Go through the records below and count every line containing "dead". Reply with the count alone.

Top of DATA TO USE

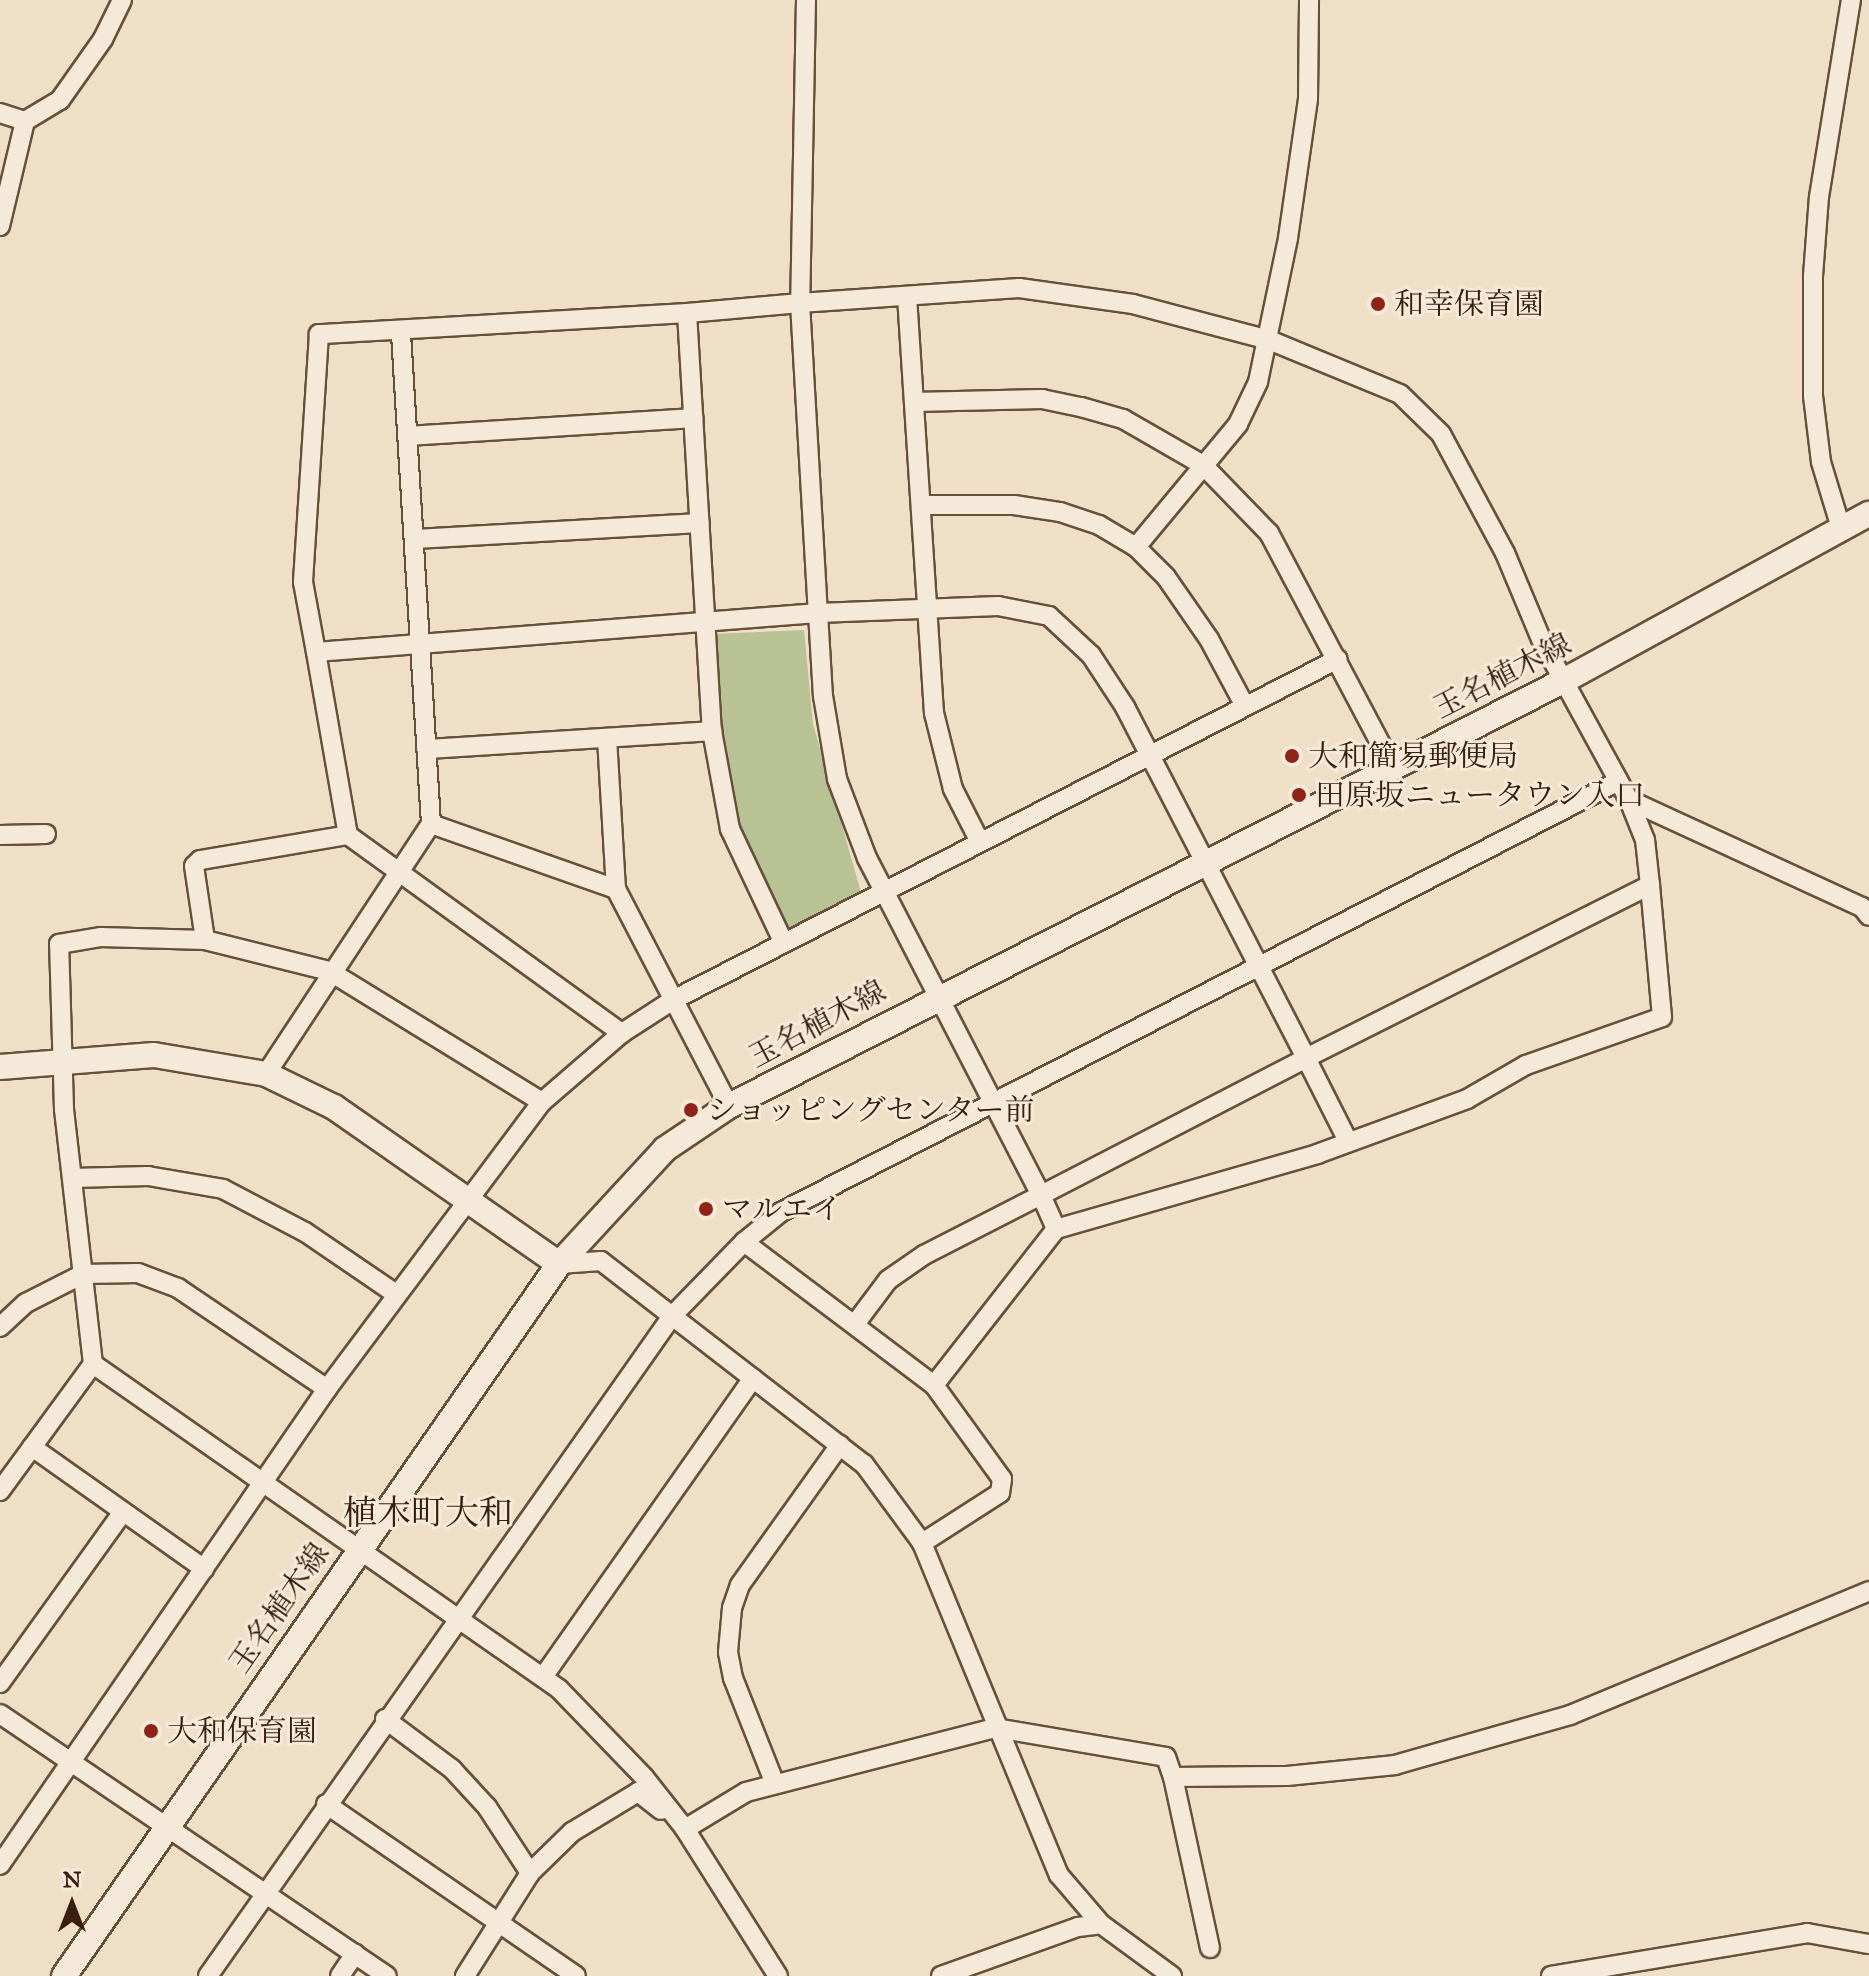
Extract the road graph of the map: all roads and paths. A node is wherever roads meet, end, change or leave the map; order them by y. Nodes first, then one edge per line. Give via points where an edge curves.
1 (122, 0) edge
2 (806, 0) edge
3 (1309, 0) edge
4 (1851, 0) edge
5 (0, 113) edge
6 (25, 121) junction
7 (0, 226) edge
8 (907, 296) junction
9 (800, 303) junction
10 (687, 313) junction
11 (401, 330) junction
12 (1269, 340) junction
13 (914, 402) junction
14 (693, 418) junction
15 (408, 436) junction
16 (1203, 465) junction
17 (921, 505) junction
18 (1869, 514) edge
19 (700, 523) junction
20 (1841, 528) junction
21 (415, 539) junction
22 (1136, 547) junction
23 (927, 610) junction
24 (818, 613) junction
25 (706, 621) junction
26 (420, 645) junction
27 (316, 652) junction
28 (1338, 659) junction
29 (1567, 679) junction
30 (1245, 706) junction
31 (712, 731) junction
32 (607, 738) junction
33 (429, 749) junction
34 (1150, 754) junction
35 (1393, 767) junction
36 (1619, 781) junction
37 (1629, 800) junction
38 (431, 824) junction
39 (46, 834) dead end
40 (0, 835) edge
41 (348, 835) junction
42 (980, 842) junction
43 (1205, 861) junction
44 (398, 873) junction
45 (1650, 885) junction
46 (616, 889) junction
47 (884, 892) junction
48 (1869, 916) edge
49 (205, 940) junction
50 (784, 943) junction
51 (1259, 967) junction
52 (329, 971) junction
53 (938, 996) junction
54 (673, 1000) junction
55 (622, 1033) junction
56 (1306, 1058) junction
57 (65, 1060) junction
58 (0, 1067) edge
59 (266, 1074) junction
60 (542, 1102) junction
61 (994, 1103) junction
62 (729, 1106) junction
63 (1348, 1141) junction
64 (72, 1178) junction
65 (1041, 1195) junction
66 (468, 1196) junction
67 (1056, 1229) junction
68 (744, 1242) junction
69 (559, 1264) junction
70 (83, 1274) junction
71 (396, 1294) junction
72 (672, 1316) junction
73 (855, 1324) junction
74 (0, 1327) edge
75 (93, 1364) junction
76 (753, 1378) junction
77 (934, 1385) junction
78 (327, 1389) junction
79 (840, 1445) junction
80 (32, 1447) junction
81 (263, 1480) junction
82 (0, 1491) edge
83 (122, 1513) junction
84 (922, 1543) junction
85 (361, 1548) junction
86 (204, 1569) junction
87 (1869, 1591) edge
88 (456, 1617) junction
89 (543, 1677) junction
90 (0, 1683) edge
91 (0, 1714) edge
92 (385, 1719) junction
93 (996, 1728) junction
94 (71, 1764) junction
95 (1173, 1777) junction
96 (775, 1784) junction
97 (326, 1804) junction
98 (163, 1828) junction
99 (685, 1829) junction
100 (0, 1865) edge
101 (530, 1873) junction
102 (263, 1894) junction
103 (500, 1924) junction
104 (1101, 1924) junction
105 (1869, 1944) edge
106 (1210, 1948) dead end
107 (355, 1954) junction
108 (1168, 1975) edge
109 (64, 1976) edge
110 (208, 1976) edge
111 (340, 1976) edge
112 (387, 1976) edge
113 (465, 1976) edge
114 (576, 1976) edge
115 (778, 1976) edge
116 (941, 1976) edge
117 (1551, 1976) edge

1 - 6 street via 103,39 60,100
2 - 9 street
3 - 12 street via 1308,99
4 - 20 street via 1819,197 1813,276 1815,410 1821,462
5 - 6 street
6 - 7 street
8 - 9 street
8 - 12 street via 1019,288 1133,304
8 - 13 street
9 - 10 street
9 - 24 street
10 - 11 street
10 - 14 street
11 - 15 street
11 - 27 street via 319,334 303,582
12 - 16 street via 1258,382 1238,424
12 - 29 street via 1400,394 1441,434 1505,553 1541,639
13 - 16 street via 1042,399 1123,419
13 - 17 street
14 - 15 street
14 - 19 street
15 - 21 street
16 - 22 street
16 - 28 street via 1269,533
17 - 22 street via 1014,505 1060,512 1099,525
17 - 23 street
18 - 20 main road, 玉名植木線
19 - 21 street
19 - 25 street
20 - 29 main road, 玉名植木線
21 - 26 street
22 - 30 street via 1196,620
23 - 24 street
23 - 34 street via 998,606 1049,616 1091,655
23 - 42 street via 934,713 953,789
24 - 25 street
24 - 47 street via 823,696 837,779
25 - 26 street
25 - 31 street
26 - 27 street
26 - 33 street
27 - 41 street
28 - 30 street
28 - 35 street
29 - 35 main road, 玉名植木線
29 - 36 street
30 - 34 street
31 - 32 street
31 - 50 street via 730,829
32 - 33 street
32 - 46 street
33 - 38 street
34 - 42 street
34 - 43 street
35 - 43 main road, 玉名植木線
36 - 37 street
36 - 51 street
37 - 45 street via 1645,840
37 - 48 street via 1862,907
38 - 44 street
38 - 46 street
39 - 40 street
41 - 44 street
41 - 49 street via 200,860 194,866
42 - 47 street
43 - 51 street
43 - 53 main road, 玉名植木線
44 - 52 street
44 - 55 street
45 - 56 street
45 - 63 street via 1662,1017 1526,1065 1467,1099
46 - 54 street
47 - 50 street
47 - 53 street
49 - 52 street
49 - 57 street via 144,936 61,941
50 - 54 street
51 - 56 street
51 - 61 street
52 - 59 street
52 - 60 street
53 - 61 street
53 - 62 main road, 玉名植木線
54 - 55 street
54 - 62 street
55 - 60 street
56 - 63 street
56 - 65 street
57 - 58 main road
57 - 59 main road via 154,1055
57 - 64 street
59 - 66 main road via 334,1107
60 - 66 street
61 - 65 street
61 - 68 street via 781,1212
62 - 69 main road, 玉名植木線 via 665,1149
63 - 67 street
64 - 70 street
64 - 71 street via 148,1176 223,1189 305,1232
65 - 67 street
65 - 73 street via 924,1255 888,1280
66 - 69 main road
66 - 71 street
67 - 77 street
68 - 72 street
68 - 73 street
69 - 72 street via 601,1261
69 - 85 main road, 玉名植木線
70 - 74 street via 26,1303
70 - 75 street
70 - 78 street via 161,1278
71 - 78 street
72 - 76 street
72 - 88 street
73 - 77 street
75 - 80 street
75 - 81 street
76 - 79 street
76 - 89 street
77 - 84 street via 1002,1479 1000,1493
78 - 81 street
79 - 84 street via 864,1464
79 - 96 street via 740,1585 732,1608 728,1652 733,1678
80 - 82 street
80 - 83 street
81 - 85 street
81 - 86 street
83 - 86 street
83 - 90 street
84 - 93 street
85 - 88 street
85 - 98 main road, 玉名植木線
86 - 94 street
87 - 95 street via 1570,1715 1395,1765 1287,1776
88 - 89 street
88 - 92 street
89 - 99 street via 644,1777
91 - 94 street
92 - 97 street
92 - 101 street via 452,1769 487,1807
93 - 95 street via 1166,1757
93 - 96 street
93 - 104 street via 1059,1875
94 - 98 street
94 - 100 street
95 - 106 street
96 - 99 street via 746,1792
97 - 102 street
97 - 103 street
98 - 102 street
98 - 109 main road, 玉名植木線
99 - 101 street via 638,1792 572,1832
99 - 115 street
101 - 103 street
102 - 107 street
102 - 110 street
103 - 113 street
103 - 114 street
104 - 108 street
104 - 116 street via 1078,1927
105 - 117 street via 1807,1933
107 - 111 street
107 - 112 street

Bottom of DATA TO USE

SOLUTION BELOW:
2